However, despite this flexibility, defining a schema is still considered good practice. It provides several benefits, particularly in terms of performance when running queries that filter data or when calculations need to be performed on the data. By enforcing data types and data presence through the schema, the database can optimize certain operations, especially those that involve processing already present values.

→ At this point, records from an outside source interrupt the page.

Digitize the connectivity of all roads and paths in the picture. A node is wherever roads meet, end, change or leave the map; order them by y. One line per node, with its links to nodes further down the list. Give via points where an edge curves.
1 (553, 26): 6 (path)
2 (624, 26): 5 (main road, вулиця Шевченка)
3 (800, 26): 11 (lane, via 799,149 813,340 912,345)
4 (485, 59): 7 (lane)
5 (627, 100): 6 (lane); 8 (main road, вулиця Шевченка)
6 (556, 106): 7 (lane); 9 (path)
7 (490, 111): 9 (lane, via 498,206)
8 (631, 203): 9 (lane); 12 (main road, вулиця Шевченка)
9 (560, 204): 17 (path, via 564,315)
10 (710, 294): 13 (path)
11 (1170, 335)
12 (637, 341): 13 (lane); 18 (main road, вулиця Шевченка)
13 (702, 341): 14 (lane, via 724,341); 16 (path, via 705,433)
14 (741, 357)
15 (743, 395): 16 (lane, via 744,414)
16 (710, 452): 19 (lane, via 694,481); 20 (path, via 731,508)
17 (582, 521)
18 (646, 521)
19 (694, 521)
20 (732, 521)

On the other hand, one drawback of using a schema is that it requires additional processing during insertions and modifications, as the database must validate that each new piece of data complies with the defined constraints.

The schema we are about to define in the database involves taking the previously documented logical model and:
- adding constraints that associate each attribute with its respective type;
- defining, for each entity (from the logical model), the attributes that form the primary key.
- Adding constraints that make the attributes mandatory, for attributes not specified as primary keys, since they are already mandatory due to the primary key constraint.

In [27]:
def create_terminals_schema():
    queries = [
        "CREATE CONSTRAINT terminal_id_is_integer FOR (t:Terminal) REQUIRE t.terminal_id IS :: INTEGER;",
        "CREATE CONSTRAINT terminal_id_key FOR (t:Terminal) REQUIRE t.terminal_id IS NODE KEY;",
        "CREATE CONSTRAINT terminal_x_is_float FOR (t:Terminal) REQUIRE t.x_terminal_id IS :: FLOAT;",
        "CREATE CONSTRAINT terminal_x_required FOR (t:Terminal) REQUIRE t.x_terminal_id IS NOT NULL;",
        "CREATE CONSTRAINT terminal_y_is_float FOR (t:Terminal) REQUIRE t.y_terminal_id IS :: FLOAT;",
        "CREATE CONSTRAINT terminal_y_required FOR (t:Terminal) REQUIRE t.y_terminal_id IS NOT NULL;"
    ]
    
    return execute_query_commands("create_terminals_schema", queries)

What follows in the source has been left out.